I love Gina Rodriguez. She’s an actress of immense natural charm, charisma, and talent — and even when she’s not doing much of anything in a particular scene, her megawatt smile alone lights up the screen. I’ve loved her in everything from the ridiculously sweet Jane the Virgin to the obscure Netflix gem Lost Ollie, which is why … I’m not exactly thrilled to write off her newest film, Netflix’s Players, as a complete misfire.
In Players — which has pretty terrible scores on Rotten Tomatoes (45% from critics and 51% from viewers) — Rodriguez plays a New York sportswriter named Mack who loves crafting hook-up “plays” with her friend Adam (Damon Wayans Jr.). It’s kind of a ridiculous framing on which to hang the plot of a rom-com, but that hobby nevertheless leads to lots of meaningless one-night stands. For Mack, it’s all fun and games until she meets and falls for a charming war correspondent played by Tom Ellis. That meeting causes her to … are you ready for this? … rethink her whole “game” (she’s a sportswriter, get it?)
Long story short: Gina Rodriguez is great. Players, however, is not. The humor is generic, the sparks feel forced, and there’s nothing here you haven’t seen before. If, however, a quality rom-com is what you’re looking for from Netflix, we wholeheartedly recommend these winners instead.
Kid Cudi’s animated Netflix special Entergalactic debuted to a well-deserved perfect 100% score on Rotten Tomatoes.
The 90-minute special is both a rom-com but also a standalone visual complement to Kid Cudi’s album of the same name. It oozes charm and good vibes, the animation throughout is stylish and comic book-cool, and there’s just so much to love — from the music to the fashion to the love story at the center of it all. “Scott ‘Kid Cudi’ Mescudi and Kenya Barris join forces to present the television event Entergalactic,” Netflix’s synopsis explains.

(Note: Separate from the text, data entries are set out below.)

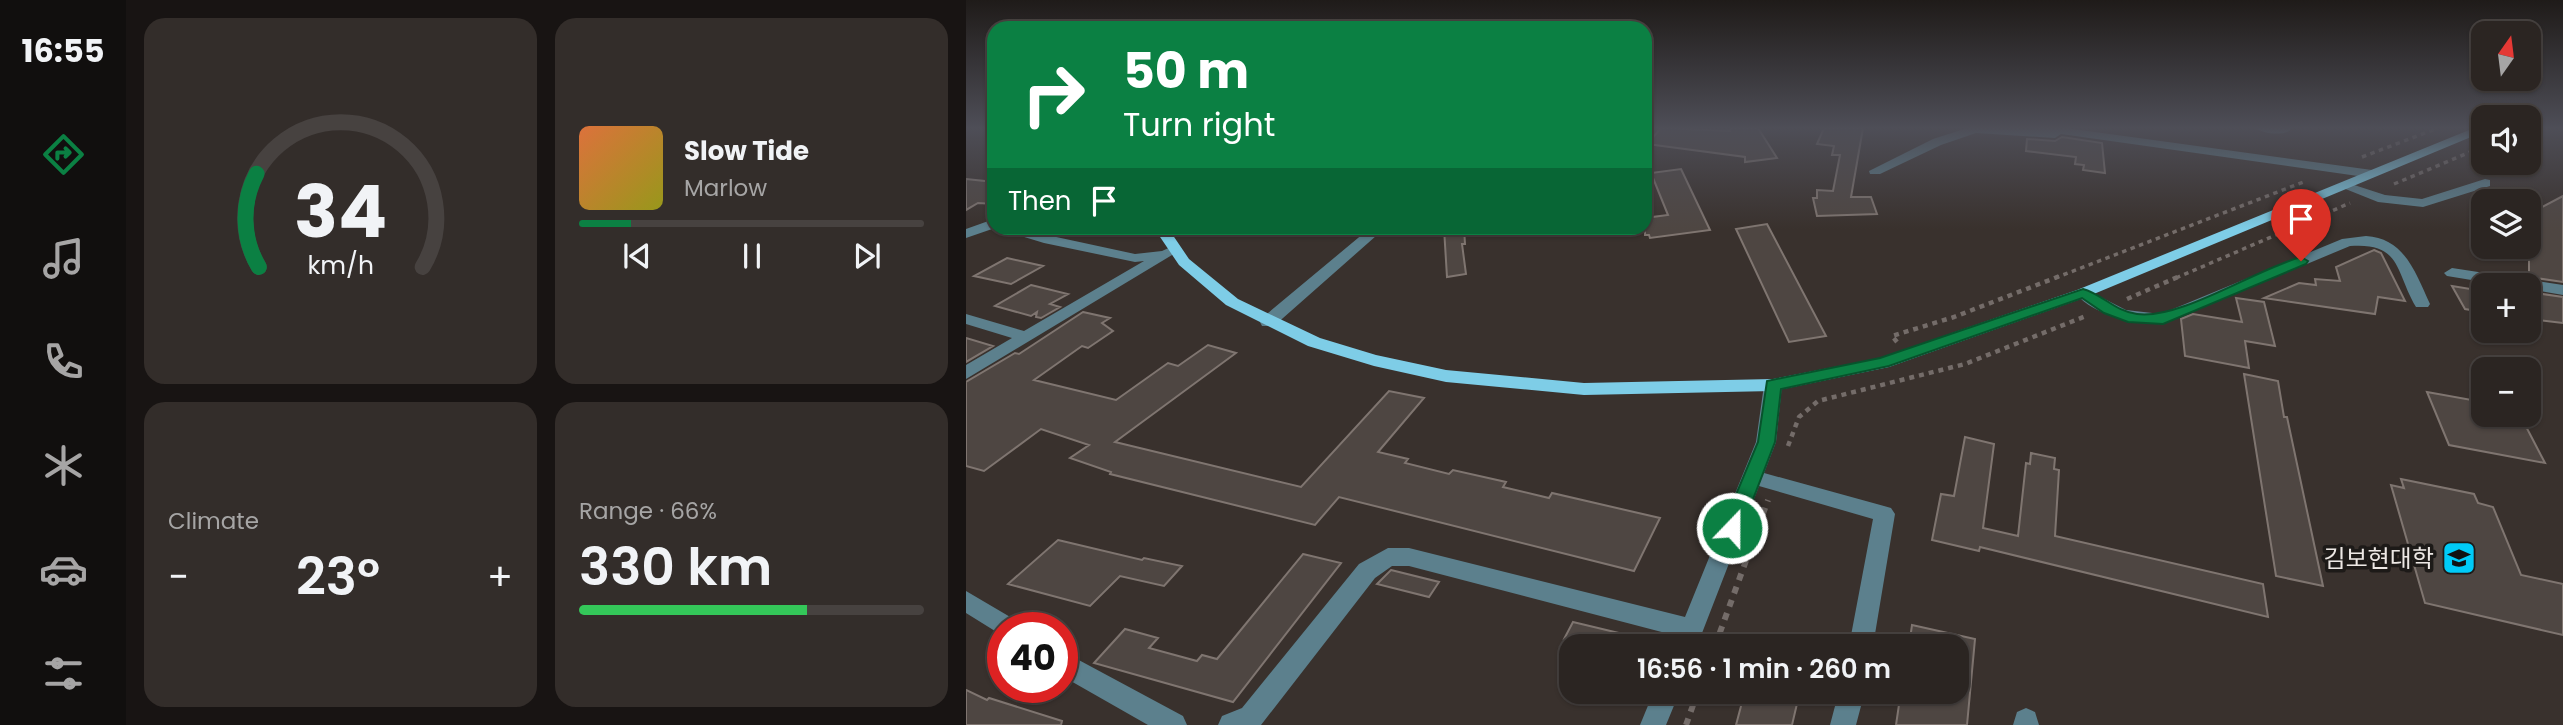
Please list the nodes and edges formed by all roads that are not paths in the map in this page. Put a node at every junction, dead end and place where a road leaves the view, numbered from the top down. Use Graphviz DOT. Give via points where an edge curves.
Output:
graph roads {
  1 [pos="1895,162"];
  2 [pos="2282,162"];
  3 [pos="2401,162"];
  4 [pos="1875,171"];
  5 [pos="2372,174"];
  6 [pos="2484,183"];
  7 [pos="2345,186"];
  8 [pos="987,226"];
  9 [pos="966,234"];
  10 [pos="1032,235"];
  11 [pos="1166,235"];
  12 [pos="1370,235"];
  13 [pos="1175,249"];
  14 [pos="2452,273"];
  15 [pos="2563,290"];
  16 [pos="2083,293"];
  17 [pos="2422,304"];
  18 [pos="966,319"];
  19 [pos="1268,322"];
  20 [pos="1026,337"];
  21 [pos="966,373"];
  22 [pos="1773,385"];
  23 [pos="1752,477"];
  24 [pos="966,601"];
  25 [pos="987,614"];
  26 [pos="1674,634"];
  27 [pos="1690,634"];
  28 [pos="1863,634"];
  29 [pos="1078,672"];
  30 [pos="1662,704"];
  31 [pos="1849,704"];
  32 [pos="1174,725"];
  33 [pos="1231,725"];
  34 [pos="1653,725"];
  35 [pos="1843,725"];
  1 -- 4 [label="street"];
  2 -- 5 [label="street"];
  3 -- 5 [label="main road"];
  5 -- 7 [label="main road"];
  6 -- 7 [label="street" via="2423,203 2369,195"];
  7 -- 16 [label="main road"];
  8 -- 9 [label="street"];
  10 -- 13 [label="street" via="1135,258"];
  11 -- 13 [label="main road"];
  12 -- 19 [label="street"];
  13 -- 19 [label="main road" via="1232,302"];
  13 -- 20 [label="street"];
  14 -- 15 [label="street"];
  16 -- 17 [label="street" via="2133,319 2163,319 2347,242 2371,241 2387,244 2397,254"];
  16 -- 22 [label="main road" via="1883,363"];
  18 -- 20 [label="street"];
  19 -- 22 [label="main road" via="1314,342 1446,376 1584,389"];
  20 -- 21 [label="street"];
  22 -- 23 [label="street" via="1766,442"];
  23 -- 27 [label="street"];
  23 -- 28 [label="street" via="1884,514"];
  24 -- 25 [label="street"];
  26 -- 33 [label="street" via="1409,557 1388,557 1367,571 1251,717"];
  29 -- 32 [label="street"];
  30 -- 34 [label="street"];
  31 -- 35 [label="street"];
}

“An original, immersive, animated story about a young artist named Jabari — voiced by Mescudi — as he attempts to balance love and success. Finding the latter brings Jabari a step closer to the former, when moving into his dream apartment introduces him to his new neighbor, photographer it-girl Meadow — voiced by Jessica Williams. An explosion of art, music, and fashion, Entergalactic takes place in the only city that can handle all three: New York.”
This 2019 rom-com starring Ali Wong and Randall Park as childhood friends Sasha and Marcus (who reunite in adulthood) offers a template for how a movie like Players can avoid the most common mistakes made by rom-coms (like being formulaic and derivative, for starters).
In Always Be My Maybe, Sasha, who’s now a celebrity chef, returns to her hometown to open a new restaurant and runs into Marcus (who’s a happy yet complacent musician who still lives at home and works for his dad). “Though the two are reluctant to reconnect,” Netflix explains, “they soon find the old sparks — and maybe some new ones — are there.”
This final Netflix rom-com is as old as the genre of romance itself — the idea that two people, from the first time they meet, can feel the kind of attraction that leads to love.
Based on Jennifer E. Smith’s novel The Statistical Probability of Love at First Sight and starring Haley Lu Richardson and Ben Hardy as the requisite pair of lovebirds, the Netflix movie Love at First Sight finds the characters of Hadley and Oliver slowly starting to fall in love on their flight from New York to London. Until, that is, they lose each other at customs, their hopes dashed, and feeling like the odds are too great that they’ll ever find the other again.
“After missing her flight from New York to London, Hadley (Haley Lu Richardson) meets Oliver (Ben Hardy) in a chance encounter at the airport that sparks an instant connection,” explains the official Netflix synopsis. “A long night on the plane together passes in the blink of an eye but upon landing at Heathrow, the pair are separated, and finding each other in the chaos seems impossible. Will fate intervene to transform these seatmates into soul mates?”